By: Layla Kellogg
The Spring 2018 semester begin with a new drug testing policy for Bellarmine University intercollegiate athletes that brings a unified set of expectations and guidelines.
The new testing policy is consistent with National Collegiate Athletic Association (NCAA) standards and aims to “encourage fair and equitable athletic competition without the use and/or abuse of prohibited drugs and substances,” according to the policy statement.
Scott Wiegandt, director of athletics, said there has not been an incident that sparked the new policy; it is a best practice.
“I view it as trying to have a more comprehensive sports program and continuing the educational piece of it,” Wiegandt said. “Our students and student-athletes alike are responsible for what goes in their body.”
The policy follows the NCAA Drug Testing Protocol, which includes student-athletes who are actively participating, temporarily or permanently unable to participate for medical reasons, ineligible, or who have exhausted eligibility but are still receiving athletic aid.
The NCAA tests for steroids, peptide hormones and diuretics or other masking agents year-round but also tests for stimulants and recreational drugs during championships.
Student-athletes may be selected at random, through entire team testing, for reasonable suspicion, through NCAA year-round or championship testing, or follow-up testing after a positive drug test.
“From an NCAA perspective, a positive test can immediately end a season,” Wiegandt said.
According to Bellarmine’s Intercollegiate Drug Testing Policy, when a student has a positive test result, the testing laboratory will notify the director of athletics and head athletic trainer.
The first positive test results in the student-athlete’s mandatory participation in all university conduct processes for drug and alcohol use, as well as a suspension for 10 percent of dates of competition for each sport played.

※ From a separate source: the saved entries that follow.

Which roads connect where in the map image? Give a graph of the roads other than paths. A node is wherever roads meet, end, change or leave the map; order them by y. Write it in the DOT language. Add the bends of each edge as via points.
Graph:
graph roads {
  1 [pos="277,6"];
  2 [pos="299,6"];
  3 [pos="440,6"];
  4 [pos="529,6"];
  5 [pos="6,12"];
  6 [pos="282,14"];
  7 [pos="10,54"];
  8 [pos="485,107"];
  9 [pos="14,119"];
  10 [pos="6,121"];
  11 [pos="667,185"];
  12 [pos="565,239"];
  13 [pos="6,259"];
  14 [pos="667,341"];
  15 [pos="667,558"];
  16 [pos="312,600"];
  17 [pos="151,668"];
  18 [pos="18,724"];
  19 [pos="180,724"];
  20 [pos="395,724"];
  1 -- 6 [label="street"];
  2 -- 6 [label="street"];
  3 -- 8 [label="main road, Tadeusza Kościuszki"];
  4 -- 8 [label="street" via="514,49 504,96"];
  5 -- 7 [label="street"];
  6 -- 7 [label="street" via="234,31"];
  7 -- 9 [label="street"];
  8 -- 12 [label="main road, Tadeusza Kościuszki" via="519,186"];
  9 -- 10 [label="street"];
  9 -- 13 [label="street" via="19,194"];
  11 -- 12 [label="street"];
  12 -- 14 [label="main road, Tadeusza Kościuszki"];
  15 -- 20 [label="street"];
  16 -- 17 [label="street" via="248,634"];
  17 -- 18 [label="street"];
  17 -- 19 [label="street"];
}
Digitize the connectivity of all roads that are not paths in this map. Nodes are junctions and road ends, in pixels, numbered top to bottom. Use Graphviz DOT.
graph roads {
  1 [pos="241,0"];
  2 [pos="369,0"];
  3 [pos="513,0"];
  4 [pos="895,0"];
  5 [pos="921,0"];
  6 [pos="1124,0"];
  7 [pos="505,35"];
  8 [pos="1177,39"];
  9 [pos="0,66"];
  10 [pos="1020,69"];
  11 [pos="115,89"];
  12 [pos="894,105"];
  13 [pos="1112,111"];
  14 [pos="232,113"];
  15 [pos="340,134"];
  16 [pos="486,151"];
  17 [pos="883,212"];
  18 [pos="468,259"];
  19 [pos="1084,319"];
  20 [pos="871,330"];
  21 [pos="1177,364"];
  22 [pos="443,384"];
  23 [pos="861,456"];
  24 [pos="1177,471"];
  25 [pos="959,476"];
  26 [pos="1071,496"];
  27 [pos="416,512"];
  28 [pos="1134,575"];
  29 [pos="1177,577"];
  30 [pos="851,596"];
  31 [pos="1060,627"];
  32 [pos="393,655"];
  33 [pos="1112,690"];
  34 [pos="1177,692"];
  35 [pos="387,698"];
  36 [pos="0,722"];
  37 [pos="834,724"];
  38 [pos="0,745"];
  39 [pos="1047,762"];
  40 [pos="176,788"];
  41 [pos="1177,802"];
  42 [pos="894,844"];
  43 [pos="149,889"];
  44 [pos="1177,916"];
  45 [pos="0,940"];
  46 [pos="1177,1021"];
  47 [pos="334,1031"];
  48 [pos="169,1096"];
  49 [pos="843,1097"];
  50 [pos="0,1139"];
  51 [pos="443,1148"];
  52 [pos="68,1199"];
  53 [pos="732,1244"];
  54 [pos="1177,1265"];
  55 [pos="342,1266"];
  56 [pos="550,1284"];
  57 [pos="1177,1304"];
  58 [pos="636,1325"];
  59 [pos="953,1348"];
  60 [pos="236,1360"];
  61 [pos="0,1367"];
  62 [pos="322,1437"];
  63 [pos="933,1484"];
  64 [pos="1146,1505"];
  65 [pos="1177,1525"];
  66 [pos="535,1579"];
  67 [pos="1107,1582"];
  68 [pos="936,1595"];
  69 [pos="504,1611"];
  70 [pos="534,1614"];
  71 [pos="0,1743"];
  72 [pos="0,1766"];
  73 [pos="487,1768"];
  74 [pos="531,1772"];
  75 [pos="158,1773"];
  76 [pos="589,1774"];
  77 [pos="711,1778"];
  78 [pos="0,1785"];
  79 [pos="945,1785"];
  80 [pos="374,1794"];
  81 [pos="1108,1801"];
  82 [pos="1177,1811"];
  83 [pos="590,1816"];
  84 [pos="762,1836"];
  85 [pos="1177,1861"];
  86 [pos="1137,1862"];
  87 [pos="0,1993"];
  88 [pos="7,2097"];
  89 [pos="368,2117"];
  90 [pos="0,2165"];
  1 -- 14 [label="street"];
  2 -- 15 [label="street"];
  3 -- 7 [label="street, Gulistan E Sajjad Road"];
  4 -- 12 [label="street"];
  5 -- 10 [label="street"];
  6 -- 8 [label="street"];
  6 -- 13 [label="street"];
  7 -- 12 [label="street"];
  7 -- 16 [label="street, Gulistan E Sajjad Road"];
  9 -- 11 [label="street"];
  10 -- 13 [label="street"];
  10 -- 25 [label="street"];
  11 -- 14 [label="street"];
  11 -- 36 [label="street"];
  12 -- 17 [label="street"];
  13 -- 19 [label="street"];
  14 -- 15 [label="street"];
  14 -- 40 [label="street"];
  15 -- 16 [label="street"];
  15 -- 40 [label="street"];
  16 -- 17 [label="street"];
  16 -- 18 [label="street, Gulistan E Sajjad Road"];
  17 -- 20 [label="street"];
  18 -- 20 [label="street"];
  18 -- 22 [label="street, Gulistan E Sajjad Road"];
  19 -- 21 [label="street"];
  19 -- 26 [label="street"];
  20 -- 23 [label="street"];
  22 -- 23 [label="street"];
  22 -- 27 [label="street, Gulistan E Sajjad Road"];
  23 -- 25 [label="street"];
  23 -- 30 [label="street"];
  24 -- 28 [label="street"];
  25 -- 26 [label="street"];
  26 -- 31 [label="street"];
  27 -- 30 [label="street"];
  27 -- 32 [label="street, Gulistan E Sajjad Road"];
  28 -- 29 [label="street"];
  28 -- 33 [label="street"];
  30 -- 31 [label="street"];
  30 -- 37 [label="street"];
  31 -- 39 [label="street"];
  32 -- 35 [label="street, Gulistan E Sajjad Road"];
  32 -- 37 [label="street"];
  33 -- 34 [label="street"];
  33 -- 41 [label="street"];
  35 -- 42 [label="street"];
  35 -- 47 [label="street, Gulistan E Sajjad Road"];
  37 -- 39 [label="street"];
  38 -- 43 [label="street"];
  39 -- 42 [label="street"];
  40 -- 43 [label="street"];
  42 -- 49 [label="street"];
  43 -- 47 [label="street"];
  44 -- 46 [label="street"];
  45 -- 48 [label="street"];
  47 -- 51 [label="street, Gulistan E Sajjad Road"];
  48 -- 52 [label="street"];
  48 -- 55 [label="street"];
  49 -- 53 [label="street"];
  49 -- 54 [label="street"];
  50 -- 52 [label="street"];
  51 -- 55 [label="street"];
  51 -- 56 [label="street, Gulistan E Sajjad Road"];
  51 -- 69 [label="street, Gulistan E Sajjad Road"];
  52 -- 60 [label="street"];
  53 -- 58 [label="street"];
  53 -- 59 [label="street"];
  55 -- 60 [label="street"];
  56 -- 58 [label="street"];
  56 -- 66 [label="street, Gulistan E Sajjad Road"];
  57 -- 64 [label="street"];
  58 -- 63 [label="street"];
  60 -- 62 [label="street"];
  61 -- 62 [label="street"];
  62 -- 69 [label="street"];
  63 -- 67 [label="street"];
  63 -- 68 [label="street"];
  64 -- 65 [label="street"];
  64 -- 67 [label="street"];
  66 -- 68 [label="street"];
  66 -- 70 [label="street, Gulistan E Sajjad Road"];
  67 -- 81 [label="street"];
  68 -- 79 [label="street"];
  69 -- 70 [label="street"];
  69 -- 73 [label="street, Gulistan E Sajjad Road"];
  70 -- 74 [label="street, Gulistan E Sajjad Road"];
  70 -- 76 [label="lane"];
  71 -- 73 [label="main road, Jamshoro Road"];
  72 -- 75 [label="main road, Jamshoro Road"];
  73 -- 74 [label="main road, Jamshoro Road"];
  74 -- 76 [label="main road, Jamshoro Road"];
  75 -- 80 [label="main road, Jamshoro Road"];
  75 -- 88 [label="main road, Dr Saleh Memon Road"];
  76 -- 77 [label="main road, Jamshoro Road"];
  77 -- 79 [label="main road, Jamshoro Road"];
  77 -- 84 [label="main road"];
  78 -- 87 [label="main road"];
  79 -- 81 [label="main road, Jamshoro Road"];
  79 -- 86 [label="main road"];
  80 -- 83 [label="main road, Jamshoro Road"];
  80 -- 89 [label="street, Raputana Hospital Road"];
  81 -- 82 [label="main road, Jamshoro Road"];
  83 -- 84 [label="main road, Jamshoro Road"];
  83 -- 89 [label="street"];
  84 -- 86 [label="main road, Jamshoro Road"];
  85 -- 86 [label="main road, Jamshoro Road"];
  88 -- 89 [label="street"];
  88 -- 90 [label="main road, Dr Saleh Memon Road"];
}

If an athlete receives a second positive test, he or she will be suspended for 50 percent of competition dates and will not be allowed to practice with the team. This may also result in a loss or reduction of athletic aid.
If a student-athlete receives a third positive test, he or she will be immediately dismissed from the team. The director of athletics will then recommend cancellation or non-renewal of his or her athletics scholarship as soon as possible, according to the policy.
Dean of Students Dr. Sean McGreevey said if there is a report of a drug violation on campus, in athletics or otherwise, the drug policy outlined in the Student Handbook is followed.
McGreevey said a first violation may be either probation or suspension, depending on the severity. When there is a second drug violation, the result is usually a full-semester suspension.
Before a decision is made, students receive due process, which includes at least three days’ notice, the ability to review the information in his or her file, the opportunity to call witnesses and the ability to bring an adviser to the hearing.
“(Students) have rights, and those rights are outlined,” McGreevey said. “Because a drug violation is a suspendable offense, we would go to a full-panel hearing with the chief hearing officer, a faculty member and a staff member.”
McGreevey said if a student-athlete violates the athletic drug policy, he is notified. Likewise, if there is a conduct violation elsewhere on campus, such as in residence halls, Student Affairs will notify athletics.
“A coach needs to know if one of their students has been in a conduct violation,” McGreevey said.
Wiegandt said there have not been any violations of the testing policy since its implementation at the start of the semester.
Student-athletes received email notification before semester break that a new testing policy would be in place when they returned for the spring semester.
“They were told about the possible implementation of this at their back-to-school compliance meetings,” Wiegandt said. “I wanted a little more time to make sure we vetted it appropriately.”
Wiegandt said the policy is based on research of other programs both in and outside of Bellarmine’s league, the Great Lakes Valley Conference. It was then vetted by staff, coaches and administrators. A student-athlete advisory committee also gave feedback on the policy.
Wiegandt said the new policy is designed to educate Bellarmine’s student-athletes and ensure they understand the implications of using banned drugs.
“It affects their eligibility, number one,” Wiegandt said. “Obviously, I want our student-athletes to perform well and ultimately perform clean, and that’s the expectation here.”
No student-athletes asked felt comfortable commenting on the new policy.